EXERCISE OBJECTIVE: Search the entries below. Return every line that has "other" in it.

DATA:
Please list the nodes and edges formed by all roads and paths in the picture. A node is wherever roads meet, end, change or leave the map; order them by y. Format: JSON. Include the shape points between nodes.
...
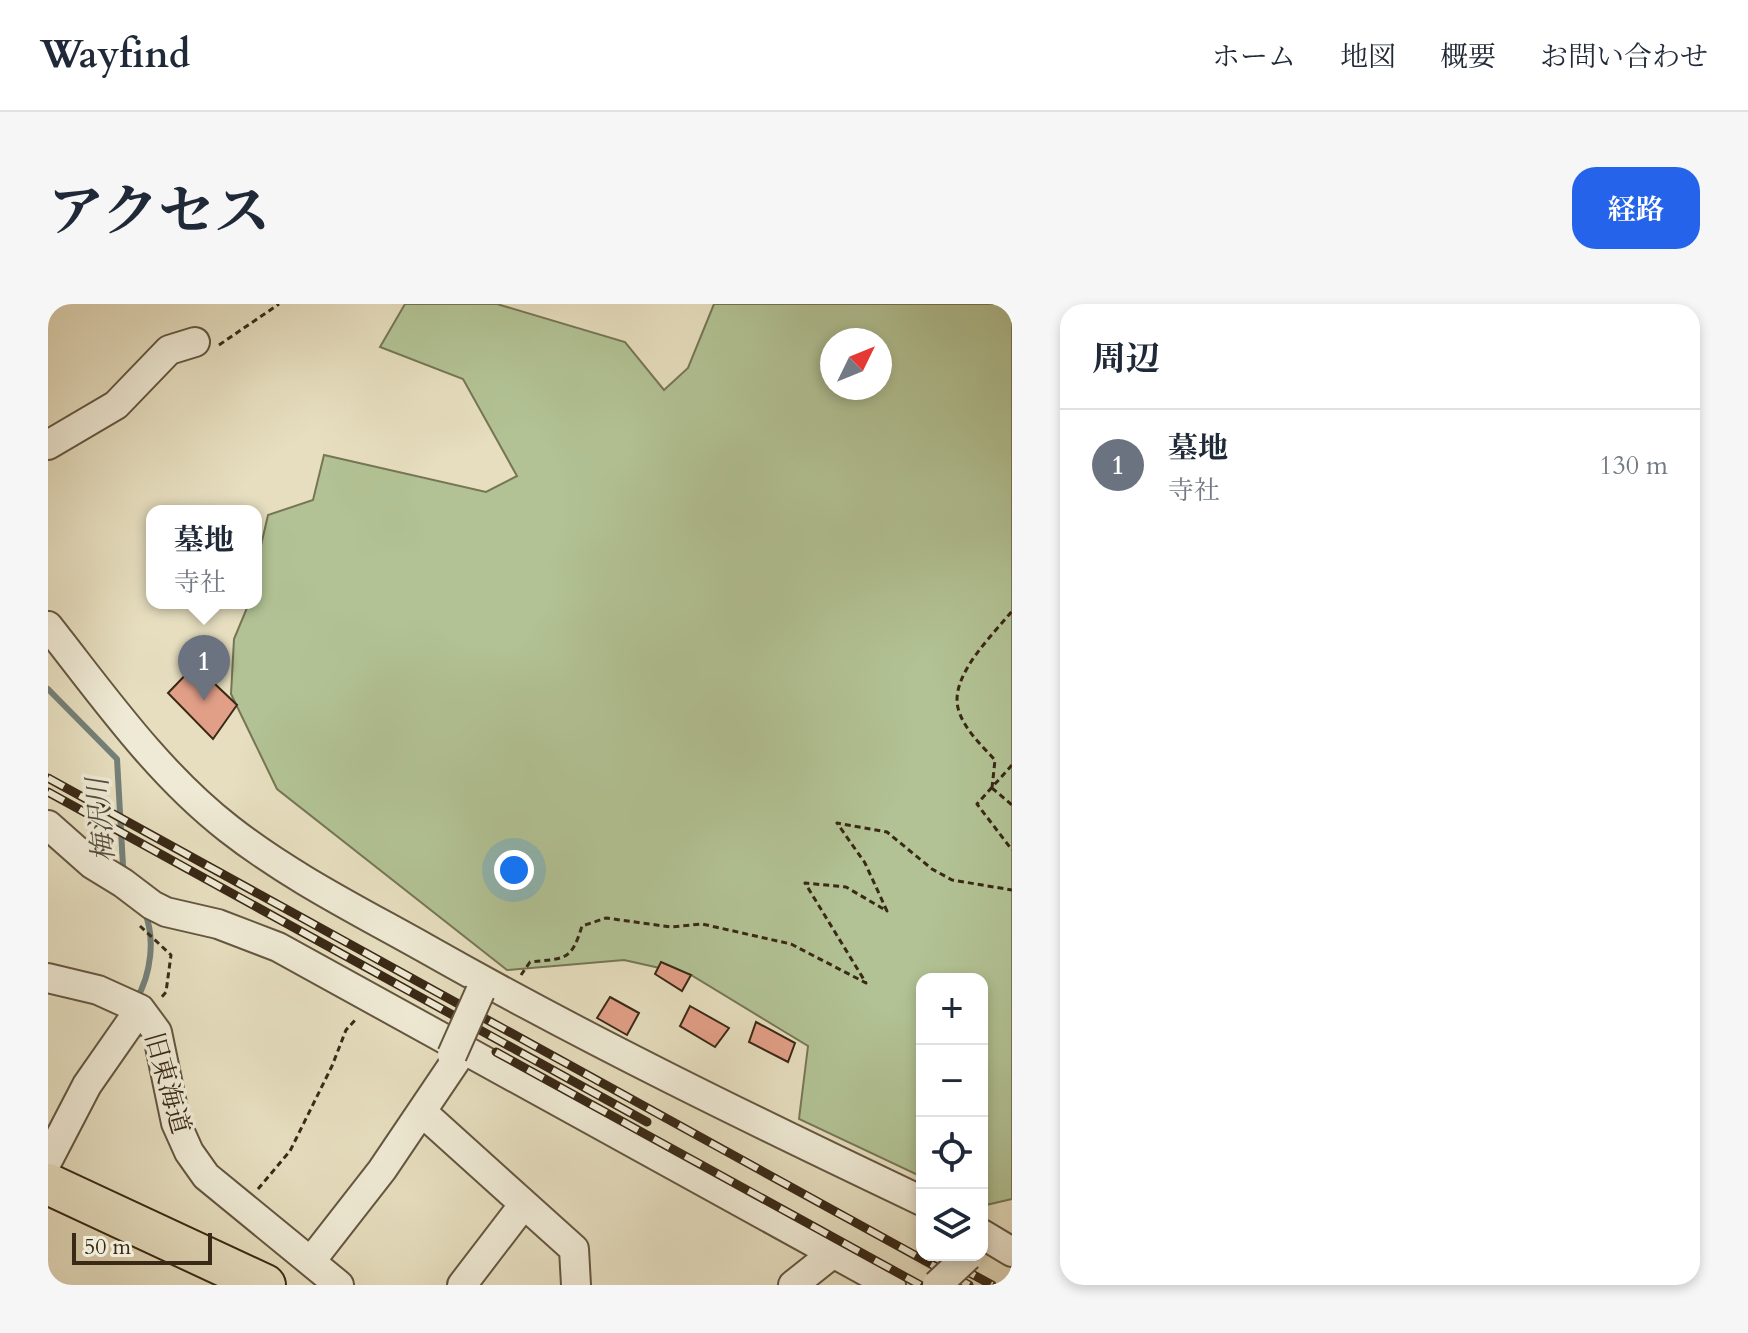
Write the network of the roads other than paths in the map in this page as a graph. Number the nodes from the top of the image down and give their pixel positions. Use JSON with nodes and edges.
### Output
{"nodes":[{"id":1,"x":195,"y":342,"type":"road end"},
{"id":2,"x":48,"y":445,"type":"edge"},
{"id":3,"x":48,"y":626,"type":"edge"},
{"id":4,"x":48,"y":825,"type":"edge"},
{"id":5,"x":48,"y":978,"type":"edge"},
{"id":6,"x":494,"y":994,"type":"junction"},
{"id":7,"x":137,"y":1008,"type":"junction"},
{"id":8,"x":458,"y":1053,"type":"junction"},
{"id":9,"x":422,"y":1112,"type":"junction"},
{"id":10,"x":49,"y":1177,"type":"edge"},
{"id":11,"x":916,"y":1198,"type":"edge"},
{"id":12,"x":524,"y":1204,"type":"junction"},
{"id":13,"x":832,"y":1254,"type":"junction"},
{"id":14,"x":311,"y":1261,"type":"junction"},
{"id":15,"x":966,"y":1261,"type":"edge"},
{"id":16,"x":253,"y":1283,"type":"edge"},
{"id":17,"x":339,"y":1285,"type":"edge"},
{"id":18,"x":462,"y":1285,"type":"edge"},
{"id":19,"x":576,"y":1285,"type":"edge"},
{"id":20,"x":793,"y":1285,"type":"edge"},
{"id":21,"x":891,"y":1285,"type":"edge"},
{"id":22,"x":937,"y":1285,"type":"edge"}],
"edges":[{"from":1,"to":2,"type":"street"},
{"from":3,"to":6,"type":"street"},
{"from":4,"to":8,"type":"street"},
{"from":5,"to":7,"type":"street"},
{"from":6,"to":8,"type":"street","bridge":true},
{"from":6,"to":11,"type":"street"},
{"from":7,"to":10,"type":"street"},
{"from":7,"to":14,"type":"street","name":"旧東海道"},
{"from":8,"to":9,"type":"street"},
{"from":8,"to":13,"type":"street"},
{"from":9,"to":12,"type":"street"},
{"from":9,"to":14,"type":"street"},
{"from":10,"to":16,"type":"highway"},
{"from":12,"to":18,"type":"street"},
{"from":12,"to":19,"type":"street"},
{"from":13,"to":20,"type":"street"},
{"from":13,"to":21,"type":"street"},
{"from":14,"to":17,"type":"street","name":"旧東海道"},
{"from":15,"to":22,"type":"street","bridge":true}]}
...
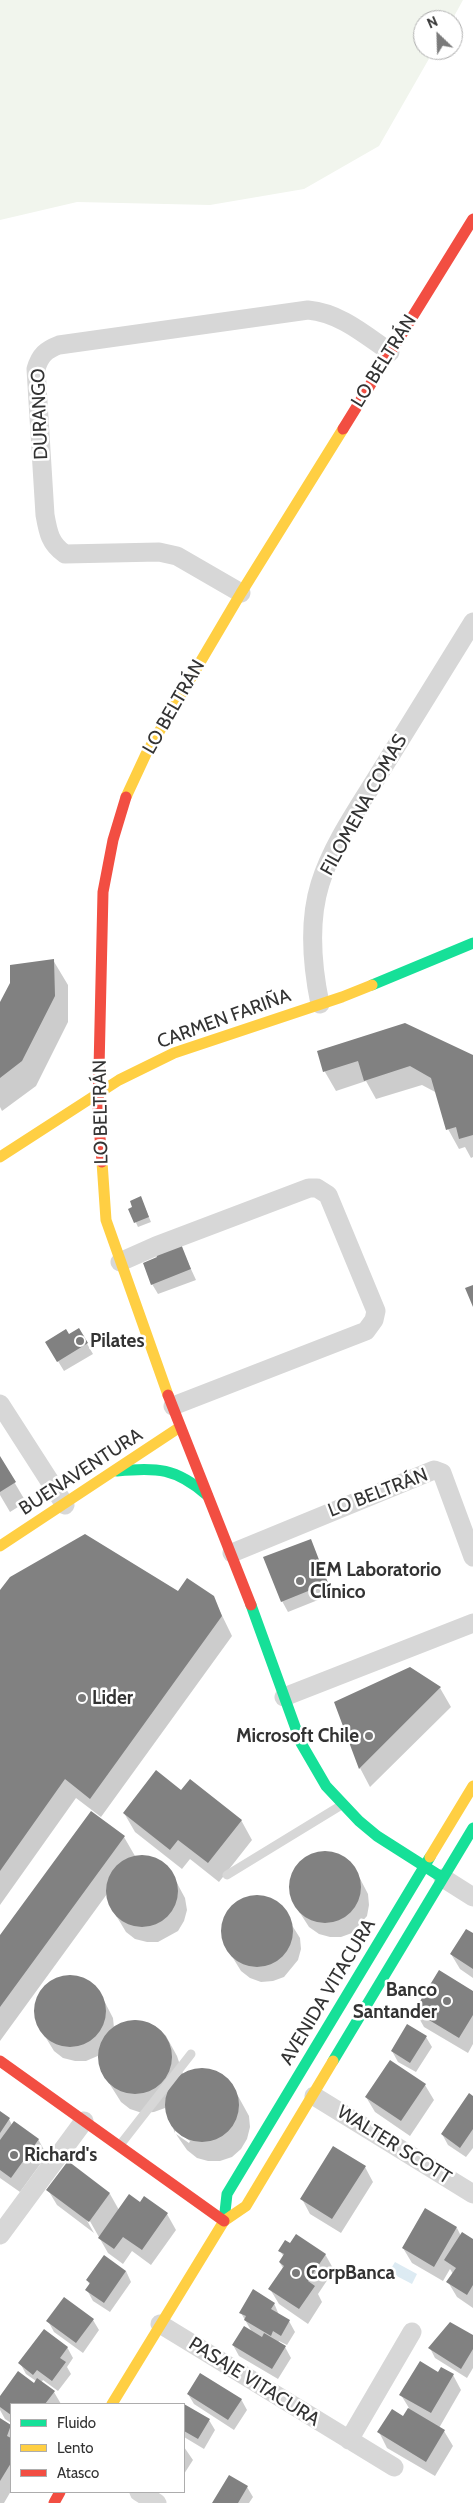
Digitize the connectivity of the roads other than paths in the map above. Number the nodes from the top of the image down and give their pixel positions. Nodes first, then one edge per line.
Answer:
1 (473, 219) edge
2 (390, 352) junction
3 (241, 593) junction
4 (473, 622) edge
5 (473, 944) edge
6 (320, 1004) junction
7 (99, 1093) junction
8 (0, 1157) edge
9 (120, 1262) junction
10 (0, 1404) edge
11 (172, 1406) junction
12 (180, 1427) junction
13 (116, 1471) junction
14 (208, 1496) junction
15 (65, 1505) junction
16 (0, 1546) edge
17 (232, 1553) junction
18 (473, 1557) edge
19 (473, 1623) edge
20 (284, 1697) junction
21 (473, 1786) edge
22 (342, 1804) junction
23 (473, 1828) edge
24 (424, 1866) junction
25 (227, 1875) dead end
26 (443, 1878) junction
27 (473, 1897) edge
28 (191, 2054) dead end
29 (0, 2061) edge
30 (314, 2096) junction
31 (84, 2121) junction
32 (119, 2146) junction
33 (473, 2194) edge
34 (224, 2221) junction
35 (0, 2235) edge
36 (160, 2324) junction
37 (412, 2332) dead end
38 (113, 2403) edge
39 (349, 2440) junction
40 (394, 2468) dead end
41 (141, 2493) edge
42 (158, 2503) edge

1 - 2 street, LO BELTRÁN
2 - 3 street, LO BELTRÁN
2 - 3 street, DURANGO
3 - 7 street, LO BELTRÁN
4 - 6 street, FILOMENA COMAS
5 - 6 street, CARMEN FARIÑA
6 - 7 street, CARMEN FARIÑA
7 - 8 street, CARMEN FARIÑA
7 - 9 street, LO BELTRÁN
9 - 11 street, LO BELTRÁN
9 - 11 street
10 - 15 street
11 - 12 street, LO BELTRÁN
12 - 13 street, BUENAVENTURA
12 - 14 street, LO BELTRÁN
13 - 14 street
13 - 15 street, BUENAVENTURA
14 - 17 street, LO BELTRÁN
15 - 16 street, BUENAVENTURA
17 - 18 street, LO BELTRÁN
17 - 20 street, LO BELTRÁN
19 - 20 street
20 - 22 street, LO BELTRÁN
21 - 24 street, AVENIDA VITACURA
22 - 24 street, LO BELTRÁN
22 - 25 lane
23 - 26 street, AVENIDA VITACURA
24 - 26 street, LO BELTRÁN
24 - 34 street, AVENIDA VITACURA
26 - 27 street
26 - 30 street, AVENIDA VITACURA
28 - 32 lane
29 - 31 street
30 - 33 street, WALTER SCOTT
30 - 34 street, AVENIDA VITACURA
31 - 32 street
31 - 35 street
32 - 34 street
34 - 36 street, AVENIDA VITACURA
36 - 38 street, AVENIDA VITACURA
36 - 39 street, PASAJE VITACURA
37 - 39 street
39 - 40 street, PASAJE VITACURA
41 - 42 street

RESULT OF THE EXERCISE:
Write the network of the roads other than paths in the map in this page as a graph. Number the nodes from the top of the image down and give their pixel positions. Use JSON with nodes and edges.
Digitize the connectivity of the roads other than paths in the map above. Number the nodes from the top of the image down and give their pixel positions. Nodes first, then one edge per line.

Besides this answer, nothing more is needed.